Une menace qui n'était pas elfique.

Toutefois, si elle y allait à cheval, elle en aurait pour des semaines voire des mois. Souriant à la pensée de ce qui allait suivre, Andùnë démonta et alla se poster devant Glaer. Prenant la grosse tête grise entre ses mains, elle plongea son regard dans les grands yeux bruns de l'animal.

-Tu ne vas pas aimer la suite des évènements, lui dit-elle d'un ton presque désolé. Glaer sembla comprendre et il coucha les oreilles en tapant de l'antérieur droit. Andùnë eut un petit rire avant de continuer :

-Je vais me transformer en dragonne et voler jusqu'au Celduin. Une fois là-bas, je rejoindrai Esgaroth à cheval. Ce cheval c'est toi. Tu comprends ce qu'il va se passer ?

Glaer bougea une oreille vers l'avant puis la rabattit en arrière tandis que l'autre s'avançait. Il répéta se manège plusieurs fois et Andùnë dû se rendre à l'évidence qu'il ne la comprenait pas. Après tout c'était un cheval. Elle lui tapota gentiment l'encolure tout en disant :

-Sois un bon cheval et laisse-toi porter.

Elle recula ensuite pour avoir la place de se transformer. Quand il vit le mastodonte rouge se dresser devant lui, Glaer cabra, battant l'air de ses antérieurs, prêt à en découdre. Andùnë sourit devant ces fanfaronnades puis décolla, occasionnant un recul du cheval, légèrement soufflé par le vent.
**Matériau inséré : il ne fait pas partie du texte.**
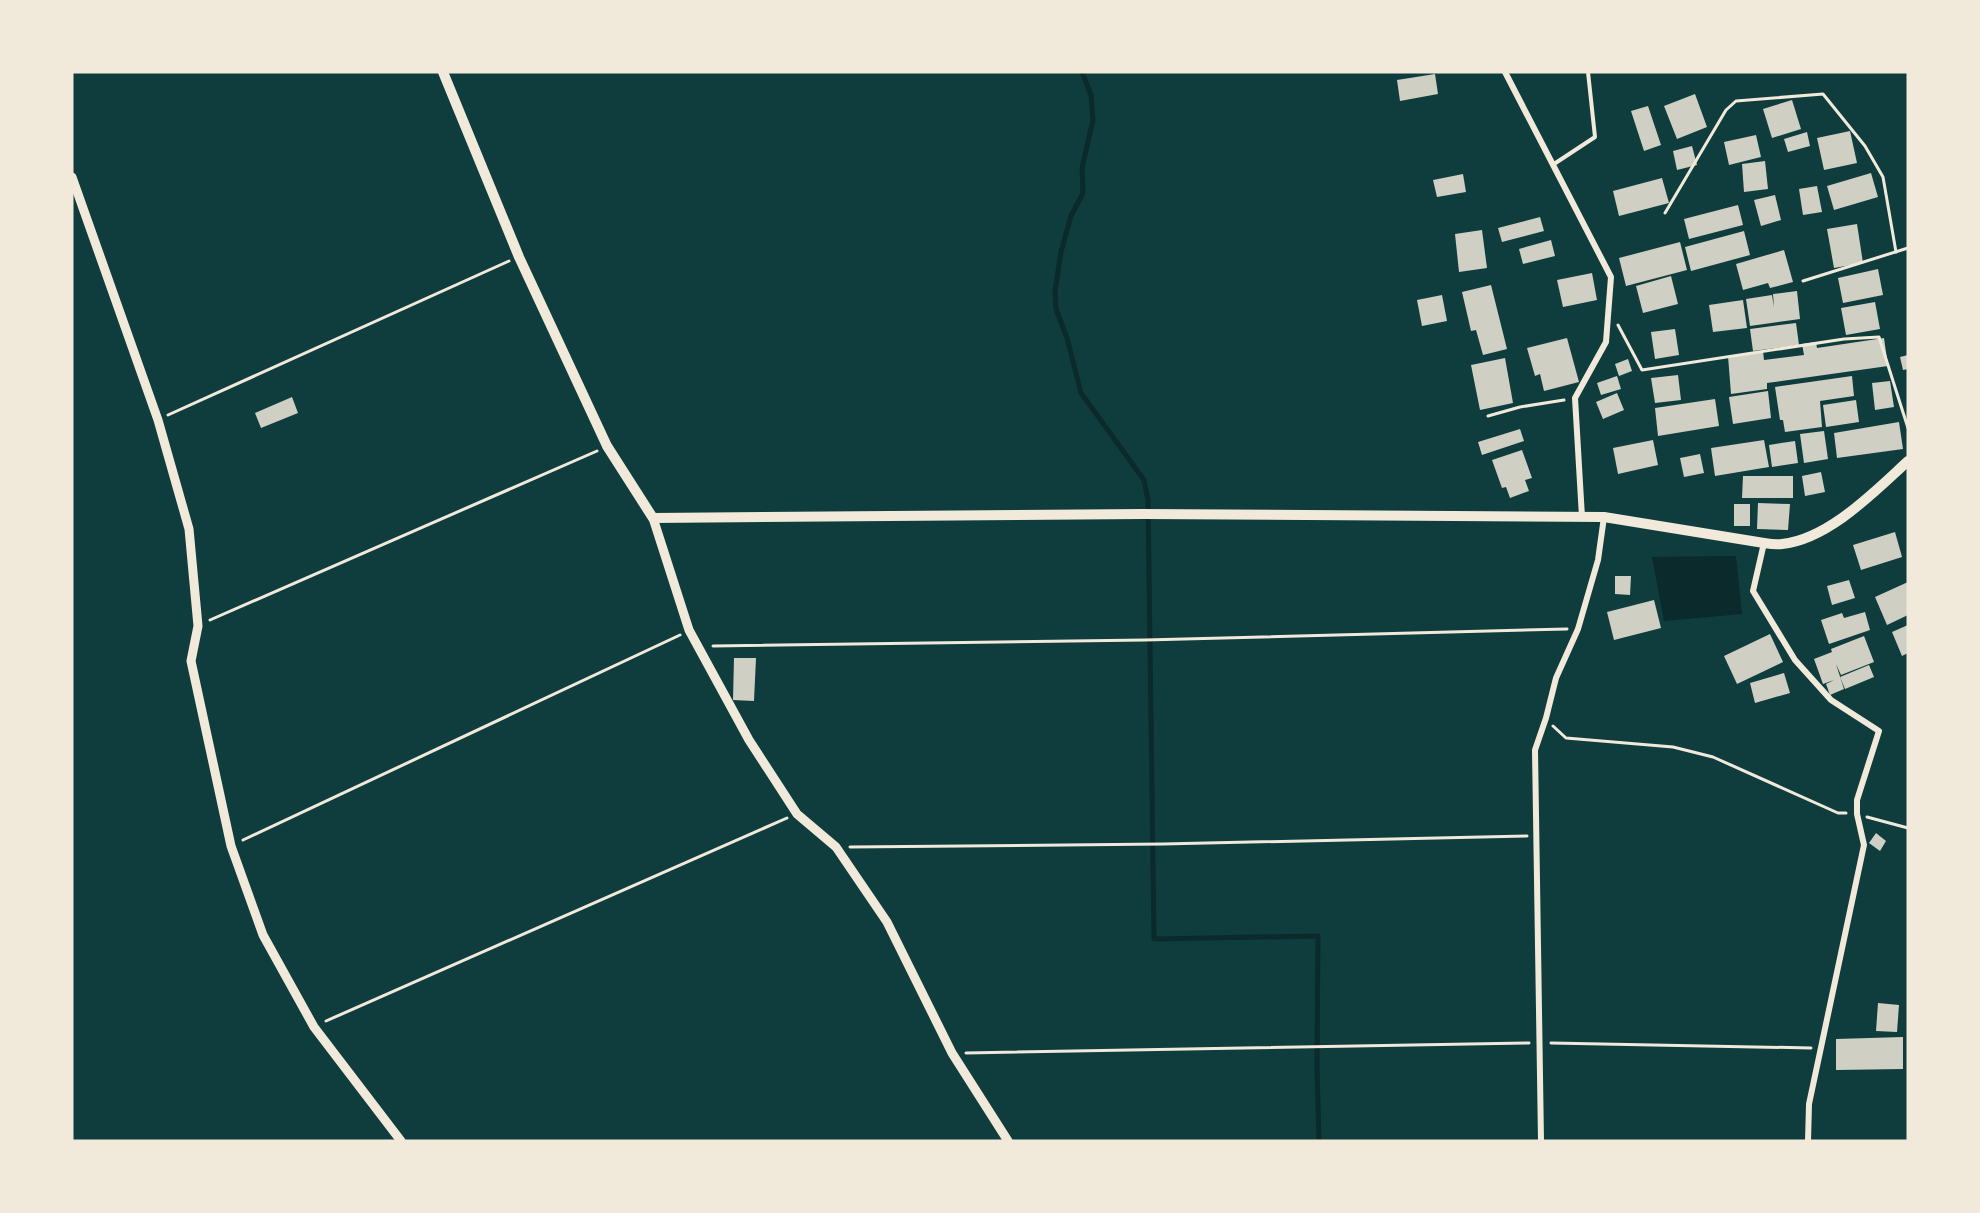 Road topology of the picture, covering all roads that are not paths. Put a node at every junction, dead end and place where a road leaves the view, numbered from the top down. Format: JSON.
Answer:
{"nodes":[{"id":1,"x":443,"y":72,"type":"edge"},
{"id":2,"x":1505,"y":72,"type":"edge"},
{"id":3,"x":1588,"y":72,"type":"edge"},
{"id":4,"x":1553,"y":165,"type":"junction"},
{"id":5,"x":72,"y":177,"type":"edge"},
{"id":6,"x":1908,"y":461,"type":"edge"},
{"id":7,"x":1582,"y":517,"type":"junction"},
{"id":8,"x":1604,"y":517,"type":"junction"},
{"id":9,"x":653,"y":518,"type":"junction"},
{"id":10,"x":1764,"y":543,"type":"junction"},
{"id":11,"x":401,"y":1141,"type":"edge"},
{"id":12,"x":1008,"y":1141,"type":"edge"},
{"id":13,"x":1541,"y":1141,"type":"edge"},
{"id":14,"x":1808,"y":1141,"type":"edge"}],
"edges":[{"from":1,"to":9,"type":"main road"},
{"from":2,"to":4,"type":"street"},
{"from":3,"to":4,"type":"lane"},
{"from":4,"to":7,"type":"street"},
{"from":5,"to":11,"type":"street"},
{"from":6,"to":10,"type":"main road"},
{"from":7,"to":8,"type":"main road"},
{"from":7,"to":9,"type":"main road"},
{"from":8,"to":10,"type":"main road"},
{"from":8,"to":13,"type":"street"},
{"from":9,"to":12,"type":"street"},
{"from":10,"to":14,"type":"street"}]} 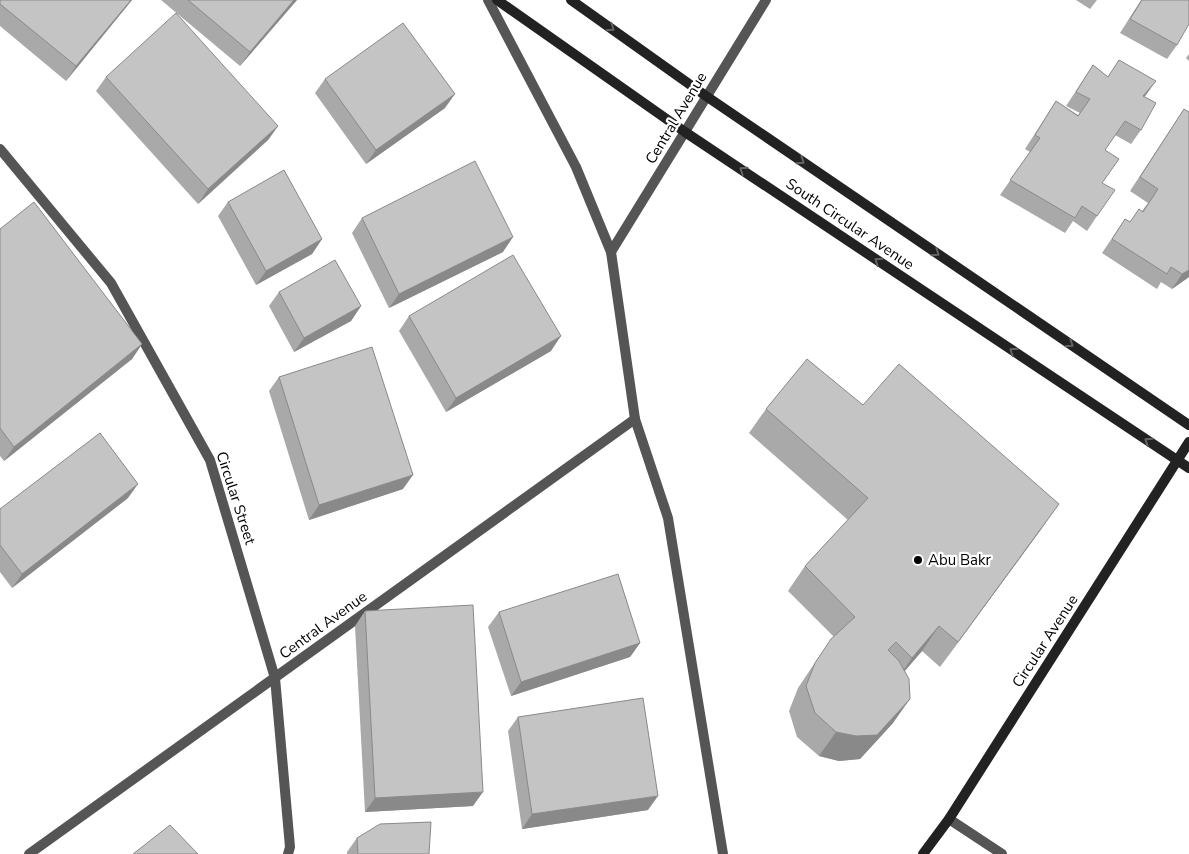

Elle monta vers le ciel puis se retourna et piqua vers Glaer. Ce dernier ne comprit pas ce qu'il se passait. Il hennit de terreur quand il se sentit soudain soulever du sol par des griffes puissantes. Andùnë tacha de ne pas le blesser puis elle vérifier que sa sacoche contenait assez d'herbes pour le nourrir pendant le voyage. Elle savait qu'il n'en mourrait pas, de peur ou de faim. Il était fort et endurant.

Et surtout il était têtu et avait un sale caractère.

Andùnë tourna ses ailes vers l'est et claironna d'une vois joyeuse :

-Nous serons à Erebor sous peu de temps !


Andùnë n'avance pas beaucoup dans ce chapitre mais je voulais parler plus en détails de sa rencontre avec Smaug. Dans le prochain chapitre, elle devrait atteindre Esgaroth et peut-être avoir les premiers instants de sa confrontation avec le doré. :)

Le nom d'Eolhem a été inventé. J'ai essayé de faire en sorte que ça face rohirrim. Glaer signifie ambre gris en anglo-saxon. Je viens d'apprendre, en vérifiant l'orthographe, que c'était aussi le nom d'un cheval des dieux dans la mythologie nordique.